Let’s provide some clarification for the top-3 (there is really no official data to back this up, other than a gut feeling) misused, and frequently abused, words: “agile”, “scaling”, “enterprise”.

Agile – if this word cannot be seamlessly substituted with some of its direct synonyms (adaptive, light-footed, lithe, nimble, fast-reacting), it is likely that it is used incorrectly.  For example, an “agile process” can only be agile if it can be easily changed, modified or simplified, on-demand.  “Agile team” – is a team that should be able to react quickly and easily to a fast-changing situation or market demands. If the above suggested substitution leads to a loss of meaning, the use of “agile”, as the term, is likely incorrect.

Scaling – using the original, Euclidean geometry definition of this word, scaling is a linear transformation that enlarges (increases) an object by a scale factor that is the same in all directions.  In our case, such “object” could be a team, process, experiment, or anything else that we wish to have more of.  Clearly, we want more of good stuff, not bad stuff. Then if so, when we say, we want to scale a process, we assume that the original process was good. When we say, we want to scale scrum, we assume that dynamics of a single scrum team are good. If we don’t have goodness to begin with, and we attempt to scale it, how can we have goodness at scale?

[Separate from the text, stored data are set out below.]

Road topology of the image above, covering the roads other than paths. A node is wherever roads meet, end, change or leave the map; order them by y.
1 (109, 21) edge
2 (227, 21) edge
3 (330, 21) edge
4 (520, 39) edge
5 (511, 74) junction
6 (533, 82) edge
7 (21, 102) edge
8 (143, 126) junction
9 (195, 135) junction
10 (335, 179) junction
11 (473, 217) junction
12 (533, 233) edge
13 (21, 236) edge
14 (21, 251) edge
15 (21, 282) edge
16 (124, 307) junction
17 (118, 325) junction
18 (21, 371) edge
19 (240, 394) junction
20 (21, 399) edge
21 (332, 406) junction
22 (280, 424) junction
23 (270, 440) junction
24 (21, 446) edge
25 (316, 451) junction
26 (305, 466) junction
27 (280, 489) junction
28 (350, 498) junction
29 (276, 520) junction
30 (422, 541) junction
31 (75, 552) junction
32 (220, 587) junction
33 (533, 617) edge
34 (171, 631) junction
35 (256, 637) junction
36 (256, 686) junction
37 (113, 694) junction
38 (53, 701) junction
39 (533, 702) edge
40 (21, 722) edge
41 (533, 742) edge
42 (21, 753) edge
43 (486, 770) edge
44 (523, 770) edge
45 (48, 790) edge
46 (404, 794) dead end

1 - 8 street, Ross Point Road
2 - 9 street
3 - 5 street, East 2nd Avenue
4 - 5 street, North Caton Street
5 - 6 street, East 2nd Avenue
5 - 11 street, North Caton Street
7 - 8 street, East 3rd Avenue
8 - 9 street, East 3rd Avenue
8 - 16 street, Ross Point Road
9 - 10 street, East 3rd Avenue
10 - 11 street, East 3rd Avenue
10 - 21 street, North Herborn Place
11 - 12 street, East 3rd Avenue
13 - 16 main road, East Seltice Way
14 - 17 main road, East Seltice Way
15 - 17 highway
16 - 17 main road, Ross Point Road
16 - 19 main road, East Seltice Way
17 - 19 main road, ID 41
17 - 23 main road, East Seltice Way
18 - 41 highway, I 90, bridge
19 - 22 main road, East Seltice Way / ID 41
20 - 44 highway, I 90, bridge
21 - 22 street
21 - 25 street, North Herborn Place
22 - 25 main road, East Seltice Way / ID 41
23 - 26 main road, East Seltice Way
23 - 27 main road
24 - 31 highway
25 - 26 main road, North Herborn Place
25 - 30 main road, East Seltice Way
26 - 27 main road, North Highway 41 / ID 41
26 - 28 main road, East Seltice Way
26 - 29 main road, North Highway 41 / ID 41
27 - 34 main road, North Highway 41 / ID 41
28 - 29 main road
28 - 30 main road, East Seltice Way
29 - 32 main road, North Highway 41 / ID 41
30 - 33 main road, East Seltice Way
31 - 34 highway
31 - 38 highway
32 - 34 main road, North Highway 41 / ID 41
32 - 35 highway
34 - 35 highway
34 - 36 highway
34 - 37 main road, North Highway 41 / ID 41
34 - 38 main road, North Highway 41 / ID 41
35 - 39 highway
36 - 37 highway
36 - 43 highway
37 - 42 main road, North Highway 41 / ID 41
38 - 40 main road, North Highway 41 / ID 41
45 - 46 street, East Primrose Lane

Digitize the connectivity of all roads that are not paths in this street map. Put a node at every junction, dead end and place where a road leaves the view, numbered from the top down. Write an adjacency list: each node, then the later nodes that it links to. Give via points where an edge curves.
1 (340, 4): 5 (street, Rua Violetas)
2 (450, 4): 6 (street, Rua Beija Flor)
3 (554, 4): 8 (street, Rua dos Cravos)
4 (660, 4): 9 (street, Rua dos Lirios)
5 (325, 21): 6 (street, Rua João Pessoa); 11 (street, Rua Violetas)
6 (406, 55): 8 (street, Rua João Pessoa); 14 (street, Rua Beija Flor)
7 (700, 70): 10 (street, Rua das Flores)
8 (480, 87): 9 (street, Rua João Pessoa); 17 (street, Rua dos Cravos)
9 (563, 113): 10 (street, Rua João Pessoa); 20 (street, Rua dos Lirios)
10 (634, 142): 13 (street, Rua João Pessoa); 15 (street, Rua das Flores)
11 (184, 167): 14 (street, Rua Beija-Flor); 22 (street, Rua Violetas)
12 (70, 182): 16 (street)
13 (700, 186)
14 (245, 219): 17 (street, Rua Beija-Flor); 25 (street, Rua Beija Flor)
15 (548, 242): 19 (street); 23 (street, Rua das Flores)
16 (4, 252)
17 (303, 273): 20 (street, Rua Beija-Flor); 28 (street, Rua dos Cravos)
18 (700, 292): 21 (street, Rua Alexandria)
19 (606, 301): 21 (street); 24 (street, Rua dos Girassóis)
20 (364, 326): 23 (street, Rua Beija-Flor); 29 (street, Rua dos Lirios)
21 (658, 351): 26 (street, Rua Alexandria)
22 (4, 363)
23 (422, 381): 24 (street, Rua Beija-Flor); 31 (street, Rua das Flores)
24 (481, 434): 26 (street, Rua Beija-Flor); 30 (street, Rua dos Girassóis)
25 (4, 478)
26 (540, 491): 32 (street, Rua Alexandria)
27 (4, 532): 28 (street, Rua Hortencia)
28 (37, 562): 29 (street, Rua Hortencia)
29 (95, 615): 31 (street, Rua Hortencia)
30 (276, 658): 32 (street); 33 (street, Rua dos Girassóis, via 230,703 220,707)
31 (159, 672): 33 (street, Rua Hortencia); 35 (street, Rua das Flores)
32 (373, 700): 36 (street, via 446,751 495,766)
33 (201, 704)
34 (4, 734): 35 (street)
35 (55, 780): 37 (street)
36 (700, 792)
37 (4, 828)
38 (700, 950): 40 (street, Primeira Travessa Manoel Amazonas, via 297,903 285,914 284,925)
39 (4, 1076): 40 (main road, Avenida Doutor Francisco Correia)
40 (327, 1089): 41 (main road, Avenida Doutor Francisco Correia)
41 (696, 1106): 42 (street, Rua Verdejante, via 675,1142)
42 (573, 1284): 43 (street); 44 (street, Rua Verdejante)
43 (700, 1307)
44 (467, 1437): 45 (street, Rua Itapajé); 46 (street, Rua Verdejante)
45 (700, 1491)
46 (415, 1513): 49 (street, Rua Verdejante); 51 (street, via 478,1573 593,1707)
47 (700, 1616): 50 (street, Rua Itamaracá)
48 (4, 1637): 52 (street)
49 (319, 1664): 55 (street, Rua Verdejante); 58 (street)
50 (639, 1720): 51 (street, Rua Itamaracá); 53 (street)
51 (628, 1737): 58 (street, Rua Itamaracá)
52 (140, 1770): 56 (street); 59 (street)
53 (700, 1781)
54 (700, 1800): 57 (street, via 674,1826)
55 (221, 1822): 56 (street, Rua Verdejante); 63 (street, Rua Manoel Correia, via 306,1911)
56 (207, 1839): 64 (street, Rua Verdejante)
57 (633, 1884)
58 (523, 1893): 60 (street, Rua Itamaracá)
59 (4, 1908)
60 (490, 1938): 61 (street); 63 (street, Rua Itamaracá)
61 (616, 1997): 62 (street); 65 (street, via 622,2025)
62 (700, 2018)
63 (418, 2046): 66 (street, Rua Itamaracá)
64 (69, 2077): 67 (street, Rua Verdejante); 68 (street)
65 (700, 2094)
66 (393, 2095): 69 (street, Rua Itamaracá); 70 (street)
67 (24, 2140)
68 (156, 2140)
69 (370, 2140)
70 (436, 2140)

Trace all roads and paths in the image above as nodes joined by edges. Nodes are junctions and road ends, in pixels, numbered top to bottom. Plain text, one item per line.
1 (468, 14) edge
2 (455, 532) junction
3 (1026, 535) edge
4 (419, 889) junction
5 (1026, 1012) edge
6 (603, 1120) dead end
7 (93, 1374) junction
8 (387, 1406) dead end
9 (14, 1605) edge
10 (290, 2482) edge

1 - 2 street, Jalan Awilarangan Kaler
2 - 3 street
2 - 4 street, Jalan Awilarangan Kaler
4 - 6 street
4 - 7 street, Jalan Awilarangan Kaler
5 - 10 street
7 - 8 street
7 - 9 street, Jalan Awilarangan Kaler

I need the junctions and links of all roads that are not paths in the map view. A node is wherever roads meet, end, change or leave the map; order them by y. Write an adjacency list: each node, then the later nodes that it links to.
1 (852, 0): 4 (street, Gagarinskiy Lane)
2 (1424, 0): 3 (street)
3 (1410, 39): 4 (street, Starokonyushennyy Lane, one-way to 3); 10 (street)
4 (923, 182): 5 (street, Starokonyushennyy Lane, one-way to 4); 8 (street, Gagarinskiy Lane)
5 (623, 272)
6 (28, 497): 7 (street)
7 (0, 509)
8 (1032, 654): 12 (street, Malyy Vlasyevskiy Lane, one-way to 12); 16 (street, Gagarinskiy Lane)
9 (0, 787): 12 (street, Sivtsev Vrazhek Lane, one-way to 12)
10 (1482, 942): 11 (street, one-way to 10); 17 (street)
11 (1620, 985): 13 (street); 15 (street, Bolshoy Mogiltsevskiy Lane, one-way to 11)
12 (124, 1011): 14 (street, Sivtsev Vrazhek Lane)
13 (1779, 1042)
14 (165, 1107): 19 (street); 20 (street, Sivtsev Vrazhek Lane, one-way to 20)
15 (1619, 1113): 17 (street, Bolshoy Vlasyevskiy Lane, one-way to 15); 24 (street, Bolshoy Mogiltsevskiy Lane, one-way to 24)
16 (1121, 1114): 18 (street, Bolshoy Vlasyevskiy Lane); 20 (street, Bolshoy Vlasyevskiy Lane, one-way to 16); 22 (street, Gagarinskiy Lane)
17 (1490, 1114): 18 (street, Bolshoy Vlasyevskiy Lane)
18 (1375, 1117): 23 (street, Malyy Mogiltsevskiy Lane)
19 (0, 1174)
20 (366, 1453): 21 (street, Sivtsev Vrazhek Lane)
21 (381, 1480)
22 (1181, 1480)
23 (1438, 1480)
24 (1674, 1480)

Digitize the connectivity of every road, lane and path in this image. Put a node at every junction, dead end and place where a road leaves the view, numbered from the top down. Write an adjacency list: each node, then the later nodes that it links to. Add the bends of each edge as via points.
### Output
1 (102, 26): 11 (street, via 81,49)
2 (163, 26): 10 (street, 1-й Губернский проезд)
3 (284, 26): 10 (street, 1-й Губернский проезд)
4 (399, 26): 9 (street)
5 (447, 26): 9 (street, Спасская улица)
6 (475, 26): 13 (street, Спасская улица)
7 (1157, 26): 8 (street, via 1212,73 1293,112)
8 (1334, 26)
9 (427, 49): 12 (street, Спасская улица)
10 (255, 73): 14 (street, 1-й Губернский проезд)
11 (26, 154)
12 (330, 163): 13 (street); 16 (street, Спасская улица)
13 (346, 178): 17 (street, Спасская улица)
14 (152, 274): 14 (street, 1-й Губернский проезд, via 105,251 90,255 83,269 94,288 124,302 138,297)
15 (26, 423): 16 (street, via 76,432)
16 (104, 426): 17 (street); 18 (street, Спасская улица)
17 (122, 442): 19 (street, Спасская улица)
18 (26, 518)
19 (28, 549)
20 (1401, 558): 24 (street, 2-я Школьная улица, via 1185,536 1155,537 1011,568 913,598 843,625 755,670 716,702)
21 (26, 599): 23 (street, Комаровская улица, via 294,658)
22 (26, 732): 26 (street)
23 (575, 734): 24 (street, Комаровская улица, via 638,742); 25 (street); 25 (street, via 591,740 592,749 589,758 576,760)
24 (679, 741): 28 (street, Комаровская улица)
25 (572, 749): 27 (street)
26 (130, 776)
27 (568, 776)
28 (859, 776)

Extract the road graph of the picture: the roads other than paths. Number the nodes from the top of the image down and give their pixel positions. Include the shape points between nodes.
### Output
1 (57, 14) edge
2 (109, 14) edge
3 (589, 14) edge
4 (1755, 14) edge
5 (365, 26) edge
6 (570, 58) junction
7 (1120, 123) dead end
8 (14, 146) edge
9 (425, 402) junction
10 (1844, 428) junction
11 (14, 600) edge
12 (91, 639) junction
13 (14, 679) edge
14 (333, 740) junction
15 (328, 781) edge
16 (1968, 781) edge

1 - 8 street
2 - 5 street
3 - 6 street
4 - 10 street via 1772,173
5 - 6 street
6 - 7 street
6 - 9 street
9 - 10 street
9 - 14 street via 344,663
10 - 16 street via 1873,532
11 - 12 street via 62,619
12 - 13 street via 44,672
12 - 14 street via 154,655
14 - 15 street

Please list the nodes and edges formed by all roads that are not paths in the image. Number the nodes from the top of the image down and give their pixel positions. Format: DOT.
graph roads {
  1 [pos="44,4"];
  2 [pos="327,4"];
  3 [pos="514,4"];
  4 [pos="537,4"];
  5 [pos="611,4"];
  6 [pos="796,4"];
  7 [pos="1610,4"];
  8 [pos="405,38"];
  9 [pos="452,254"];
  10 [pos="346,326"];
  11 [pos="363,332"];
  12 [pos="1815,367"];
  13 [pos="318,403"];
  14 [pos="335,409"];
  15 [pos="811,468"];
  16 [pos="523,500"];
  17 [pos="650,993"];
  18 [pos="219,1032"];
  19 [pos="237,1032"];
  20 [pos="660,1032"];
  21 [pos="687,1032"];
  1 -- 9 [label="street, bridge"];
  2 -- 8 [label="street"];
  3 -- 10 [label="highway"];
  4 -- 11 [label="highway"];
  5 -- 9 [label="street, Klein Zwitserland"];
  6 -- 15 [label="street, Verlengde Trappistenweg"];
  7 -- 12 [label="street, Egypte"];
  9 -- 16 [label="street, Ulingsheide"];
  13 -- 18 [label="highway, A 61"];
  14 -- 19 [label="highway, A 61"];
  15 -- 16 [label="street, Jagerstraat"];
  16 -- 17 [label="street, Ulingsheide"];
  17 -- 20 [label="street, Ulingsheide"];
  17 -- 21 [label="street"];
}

Enterprise – it does not automatically mean huge. A relatively small organization (e.g. 50-100 people) is an enterprise, if it includes multiple organizational dimensions, such as HR, legal, finance, vendor management, technology, operations, sales/marketing, etc. At the same time, a 500-person IT department alone is not an enterprise. It is just an organization silo.
We frequently hear people say “we need enterprise-level transformation/operating model/methodology changes”, while focusing mainly on technology and leaving behind many of the above mentioned dimensions.  It creates an illusion of enterprise-wide impact because such efforts are very siloed, limited and locally optimized.

Now, imagine if all three of the above mentioned words were used together, in the same sentence or phrase: “Enterprise Agile Scaling“:
If the individual words were misused, imagine the magnitude of a negative impact  the whole phrase  :(.